Rasterio command line interface.
Options:
-v, --verbose Increase verbosity.
-q, --quiet Decrease verbosity.
--aws-profile TEXT Select a profile from the AWS credentials file
--aws-no-sign-requests Make requests anonymously
--aws-requester-pays Requester pays data transfer costs
--version Show the version and exit.
--gdal-version
--help Show this message and exit.
Commands:
blocks Write dataset blocks as GeoJSON features.
bounds Write bounding boxes to stdout as GeoJSON.
calc Raster data calculator.
clip Clip a raster to given bounds.
convert Copy and convert raster dataset.
edit-info Edit dataset metadata.
env Print information about the Rasterio environment.
gcps Print ground control points as GeoJSON.
info Print information about a data file.
insp Open a data file and start an interpreter.
mask Mask in raster using features.
merge Merge a stack of raster datasets.
overview Construct overviews in an existing dataset.
rasterize Rasterize features.
rm Delete a dataset.
sample Sample a dataset.
shapes Write shapes extracted from bands or masks.
stack Stack a number of bands into a multiband dataset.
transform Transform coordinates.
warp Warp a raster dataset.
Commands are shown below. See --help
of individual commands for more
details.
For commands that create new datasets, format specific creation options may
also be passed using --co
. For example, to tile a new GeoTIFF output file,
add the following.
--co tiled=true --co blockxsize=256 --co blockysize=256
To compress it using the LZW method, add
--co compress=LZW
Added in 0.10.
The bounds
command writes the bounding boxes of raster datasets to GeoJSON for
use with, e.g., geojsonio-cli.
$ rio bounds tests/data/RGB.byte.tif --indent 2
{
"features": [
{
"geometry": {
"coordinates": [
[
[
-78.898133,
23.564991
],
[
-76.599438,
23.564991
],
[
-76.599438,
25.550874
],
[
-78.898133,
25.550874
],
[
-78.898133,
23.564991
]
]
],
"type": "Polygon"
},
"properties": {
"id": "0",
"title": "tests/data/RGB.byte.tif"
},
"type": "Feature"
}
],
"type": "FeatureCollection"
}
Shoot the GeoJSON into a Leaflet map using geojsonio-cli by typing
rio bounds tests/data/RGB.byte.tif | geojsonio
.
Added in 0.19
The calc
command reads files as arrays, evaluates lisp-like expressions in
their context, and writes the result as a new file. Members of the numpy
module and arithmetic and logical operators are available builtin functions
and operators. It is intended for simple calculations; any calculations
requiring multiple steps is better done in Python using the Rasterio and Numpy
APIs.
Input files may have different numbers of bands but should have the same number of rows and columns. The output file will have the same number of rows and columns as the inputs and one band per element of the expression result. An expression involving arithmetic operations on N-D arrays will produce a N-D array and result in an N-band output file.

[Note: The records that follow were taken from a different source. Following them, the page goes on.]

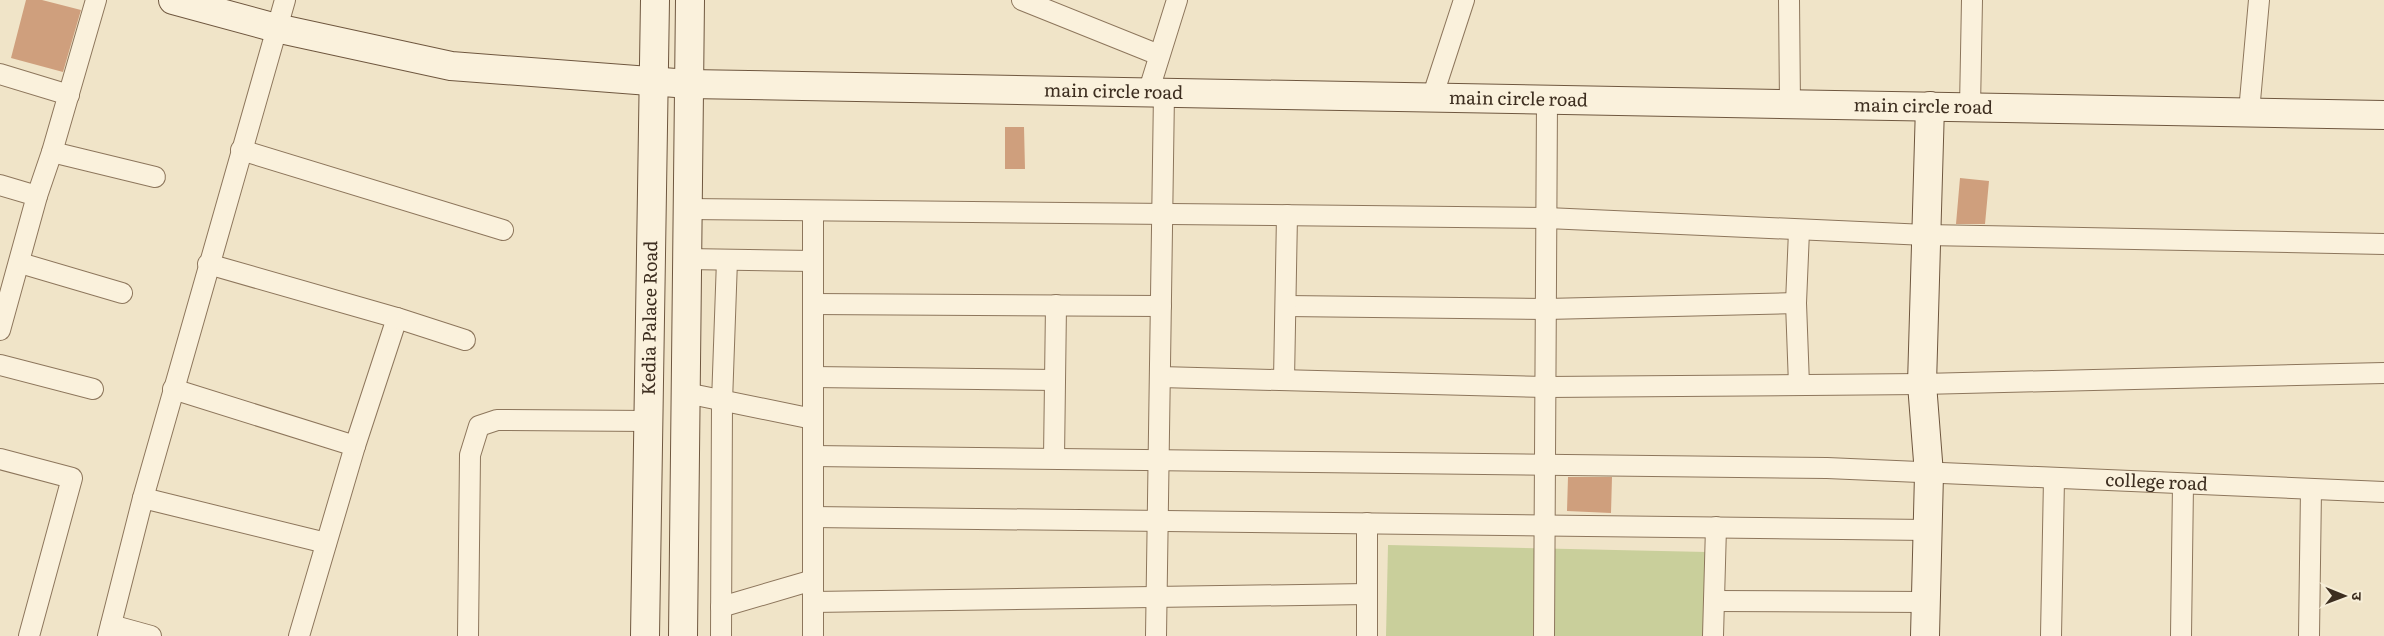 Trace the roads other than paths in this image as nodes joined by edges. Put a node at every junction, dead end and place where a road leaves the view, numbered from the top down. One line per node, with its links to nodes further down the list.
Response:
1 (96, 0): 18 (street)
2 (173, 0): 12 (street, main circle road)
3 (285, 0): 12 (street)
4 (655, 0): 15 (street, Kedia Palace Road)
5 (690, 0): 16 (street, Kedia Palace Road)
6 (1022, 0): 13 (street)
7 (1175, 0): 13 (street)
8 (1790, 0): 21 (street)
9 (1972, 0): 23 (street)
10 (2259, 0): 24 (street)
11 (1459, 1): 19 (street)
12 (276, 28): 15 (street, main circle road); 26 (street)
13 (1159, 55): 17 (street)
14 (0, 74): 18 (street)
15 (653, 82): 16 (street, main circle road); 70 (street, Kedia Palace Road)
16 (689, 84): 17 (street, main circle road); 31 (street, Kedia Palace Road)
17 (1156, 93): 19 (street, main circle road); 33 (street)
18 (69, 95): 27 (street)
19 (1432, 98): 20 (street, main circle road)
20 (1547, 100): 21 (street, main circle road); 35 (street)
21 (1790, 104): 22 (street, main circle road)
22 (1930, 106): 23 (street, main circle road); 38 (street)
23 (1970, 107): 24 (street, main circle road)
24 (2249, 112): 25 (street, main circle road)
25 (2384, 114)
26 (242, 150): 36 (street); 44 (street)
27 (52, 152): 28 (street); 30 (street)
28 (154, 177)
29 (0, 184): 30 (street)
30 (37, 196): 43 (street)
31 (688, 210): 32 (street); 40 (street, Kedia Palace Road)
32 (813, 211): 33 (street); 42 (street)
33 (1163, 214): 34 (street); 49 (street)
34 (1287, 216): 35 (street); 50 (street)
35 (1547, 218): 37 (street); 52 (street)
36 (503, 230)
37 (1799, 231): 38 (street); 46 (street)
38 (1926, 235): 39 (street); 62 (street)
39 (2384, 244)
40 (687, 259): 41 (street); 67 (street, Kedia Palace Road)
41 (727, 260): 42 (street); 68 (street)
42 (813, 261): 47 (street)
43 (20, 263): 45 (street); 51 (street)
44 (208, 264): 53 (street); 66 (street)
45 (122, 293)
46 (1796, 303): 52 (street); 63 (street)
47 (813, 304): 48 (street); 58 (street)
48 (1056, 305): 49 (street); 60 (street)
49 (1161, 306): 59 (street)
50 (1286, 306): 52 (street); 61 (street)
51 (3, 307): 54 (street)
52 (1546, 309): 64 (street)
53 (398, 318): 55 (street); 71 (street)
54 (0, 330)
55 (465, 340)
56 (0, 365): 65 (street)
57 (2384, 373): 62 (street)
58 (813, 377): 60 (street); 69 (street)
59 (1160, 378): 61 (street); 74 (street)
60 (1055, 380): 73 (street)
61 (1284, 380): 64 (street)
62 (1922, 384): 63 (street); 77 (street)
63 (1799, 385): 64 (street)
64 (1546, 387): 76 (street)
65 (93, 389)
66 (173, 389): 71 (street); 82 (street)
67 (686, 393): 68 (street); 103 (street, Kedia Palace Road)
68 (722, 402): 69 (street); 96 (street)
69 (813, 419): 72 (street)
70 (648, 421): 101 (street); 102 (street, Kedia Palace Road)
71 (354, 446): 89 (street)
72 (813, 456): 73 (street, college road); 83 (street)
73 (1054, 458): 74 (street, college road)
74 (1159, 459): 76 (street, college road); 84 (street)
75 (0, 460): 98 (street)
76 (1545, 463): 77 (street, college road); 86 (street)
77 (1929, 474): 78 (street, college road); 88 (street)
78 (2054, 479): 79 (street, college road); 111 (street)
79 (2183, 484): 80 (street, college road); 112 (street)
80 (2312, 489): 81 (street, college road); 113 (street)
81 (2384, 492)
82 (143, 498): 89 (street); 97 (street)
83 (813, 517): 84 (street); 90 (street)
84 (1158, 521): 85 (street); 92 (street)
85 (1368, 523): 86 (street); 91 (street)
86 (1545, 525): 87 (street); 108 (street)
87 (1716, 527): 88 (street); 93 (street)
88 (1928, 530): 95 (street)
89 (326, 543): 100 (street)
90 (813, 580): 94 (street); 96 (street)
91 (1367, 594): 92 (street); 107 (street)
92 (1157, 597): 94 (street); 106 (street)
93 (1714, 600): 95 (street); 109 (street)
94 (813, 602): 105 (street)
95 (1925, 602): 110 (street)
96 (722, 607): 104 (street)
97 (110, 630): 99 (street)
98 (29, 636)
99 (151, 636)
100 (299, 636)
101 (468, 636)
102 (645, 636)
103 (683, 636)
104 (721, 636)
105 (813, 636)
106 (1156, 636)
107 (1366, 636)
108 (1544, 636)
109 (1714, 636)
110 (1925, 636)
111 (2051, 636)
112 (2181, 636)
113 (2309, 636)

The following produces a 3-band GeoTIFF with all values scaled by 0.95 and
incremented by 2. In the expression, (read 1)
evaluates to the first
input dataset (3 bands) as a 3-D array.
$ rio calc "(+ 2 (* 0.95 (read 1)))" tests/data/RGB.byte.tif /tmp/out.tif
The following produces a 3-band GeoTIFF in which the first band is copied from
the first band of the input and the next two bands are scaled (down) by the
ratio of the first band's mean to their own means. The --name
option is
used to bind datasets to a name within the expression. (take a 1)
gets the
first band of the dataset named a
as a 2-D array and (asarray ...)
collects a sequence of 2-D arrays into a 3-D array for output.
$ rio calc "(asarray (take a 1) (* (take a 2) (/ (mean (take a 1)) (mean (take a 2)))) (* (take a 3) (/ (mean (take a 1)) (mean (take a 3)))))" \
> --name a=tests/data/RGB.byte.tif /tmp/out.rgb.tif
The command above is also an example of a calculation that is far beyond the design of the calc command and something that could be done much more efficiently in Python.
Added in 0.27
The clip
command clips a raster using bounds input directly or from a
template raster.
$ rio clip input.tif output.tif --bounds xmin ymin xmax ymax
$ rio clip input.tif output.tif --like template.tif
If using --bounds
, values must be in coordinate reference system of input.
If using --like
, bounds will automatically be transformed to match the
coordinate reference system of the input.
It can also be combined to read bounds of a feature dataset using Fiona:
$ rio clip input.tif output.tif --bounds $(fio info features.shp --bounds)
Added in 0.25
The convert
command copies and converts raster datasets to other data types
and formats (similar to gdal_translate
).
Data values may be linearly scaled when copying by using the --scale-ratio
and --scale-offset
options. Destination raster values are calculated as
dst = scale_ratio * src + scale_offset
For example, to scale uint16 data with an actual range of 0-4095 to 0-255 as uint8:
$ rio convert in16.tif out8.tif --dtype uint8 --scale-ratio 0.0625
You can use --rgb as shorthand for --co photometric=rgb.
Added in 0.24
The edit-info
command allows you edit a raster dataset's metadata, namely
- coordinate reference system
- affine transformation matrix
- nodata value
- tags
- color interpretation
A TIFF created by spatially-unaware image processing software like Photoshop or Imagemagick can be turned into a GeoTIFF by editing these metadata items.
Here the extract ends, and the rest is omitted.